WORK INSTRUCTIONS
Would you return the full listing exactly, with nothing altered?

SUPPLIED MATERIAL
%%

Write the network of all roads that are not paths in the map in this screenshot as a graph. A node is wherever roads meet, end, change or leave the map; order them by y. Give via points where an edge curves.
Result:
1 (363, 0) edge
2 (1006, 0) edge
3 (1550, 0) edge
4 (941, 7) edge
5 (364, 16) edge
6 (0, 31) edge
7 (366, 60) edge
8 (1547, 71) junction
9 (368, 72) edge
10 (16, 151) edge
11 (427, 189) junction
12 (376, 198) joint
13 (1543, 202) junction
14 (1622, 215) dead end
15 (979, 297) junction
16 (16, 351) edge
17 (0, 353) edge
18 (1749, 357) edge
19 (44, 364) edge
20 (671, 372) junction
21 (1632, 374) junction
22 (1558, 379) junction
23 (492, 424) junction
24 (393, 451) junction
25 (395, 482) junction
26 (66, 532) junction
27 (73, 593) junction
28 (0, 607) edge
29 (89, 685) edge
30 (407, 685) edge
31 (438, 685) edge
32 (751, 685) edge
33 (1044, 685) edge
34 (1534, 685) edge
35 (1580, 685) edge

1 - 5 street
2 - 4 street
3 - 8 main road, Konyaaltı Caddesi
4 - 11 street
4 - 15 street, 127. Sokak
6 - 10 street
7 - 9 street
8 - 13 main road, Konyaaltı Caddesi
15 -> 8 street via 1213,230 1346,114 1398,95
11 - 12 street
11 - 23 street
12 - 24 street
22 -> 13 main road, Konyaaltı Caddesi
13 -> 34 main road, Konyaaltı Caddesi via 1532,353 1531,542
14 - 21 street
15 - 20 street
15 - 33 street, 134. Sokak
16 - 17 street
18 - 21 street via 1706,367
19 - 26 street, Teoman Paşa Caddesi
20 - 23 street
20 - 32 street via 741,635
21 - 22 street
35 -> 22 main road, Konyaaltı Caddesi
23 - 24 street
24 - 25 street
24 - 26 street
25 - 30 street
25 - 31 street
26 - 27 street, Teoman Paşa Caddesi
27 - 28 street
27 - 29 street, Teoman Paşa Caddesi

%%

PROBLEM SOLUTION
Write the network of all roads that are not paths in the map in this screenshot as a graph. A node is wherever roads meet, end, change or leave the map; order them by y. Give via points where an edge curves.
Result:
1 (363, 0) edge
2 (1006, 0) edge
3 (1550, 0) edge
4 (941, 7) edge
5 (364, 16) edge
6 (0, 31) edge
7 (366, 60) edge
8 (1547, 71) junction
9 (368, 72) edge
10 (16, 151) edge
11 (427, 189) junction
12 (376, 198) joint
13 (1543, 202) junction
14 (1622, 215) dead end
15 (979, 297) junction
16 (16, 351) edge
17 (0, 353) edge
18 (1749, 357) edge
19 (44, 364) edge
20 (671, 372) junction
21 (1632, 374) junction
22 (1558, 379) junction
23 (492, 424) junction
24 (393, 451) junction
25 (395, 482) junction
26 (66, 532) junction
27 (73, 593) junction
28 (0, 607) edge
29 (89, 685) edge
30 (407, 685) edge
31 (438, 685) edge
32 (751, 685) edge
33 (1044, 685) edge
34 (1534, 685) edge
35 (1580, 685) edge

1 - 5 street
2 - 4 street
3 - 8 main road, Konyaaltı Caddesi
4 - 11 street
4 - 15 street, 127. Sokak
6 - 10 street
7 - 9 street
8 - 13 main road, Konyaaltı Caddesi
15 -> 8 street via 1213,230 1346,114 1398,95
11 - 12 street
11 - 23 street
12 - 24 street
22 -> 13 main road, Konyaaltı Caddesi
13 -> 34 main road, Konyaaltı Caddesi via 1532,353 1531,542
14 - 21 street
15 - 20 street
15 - 33 street, 134. Sokak
16 - 17 street
18 - 21 street via 1706,367
19 - 26 street, Teoman Paşa Caddesi
20 - 23 street
20 - 32 street via 741,635
21 - 22 street
35 -> 22 main road, Konyaaltı Caddesi
23 - 24 street
24 - 25 street
24 - 26 street
25 - 30 street
25 - 31 street
26 - 27 street, Teoman Paşa Caddesi
27 - 28 street
27 - 29 street, Teoman Paşa Caddesi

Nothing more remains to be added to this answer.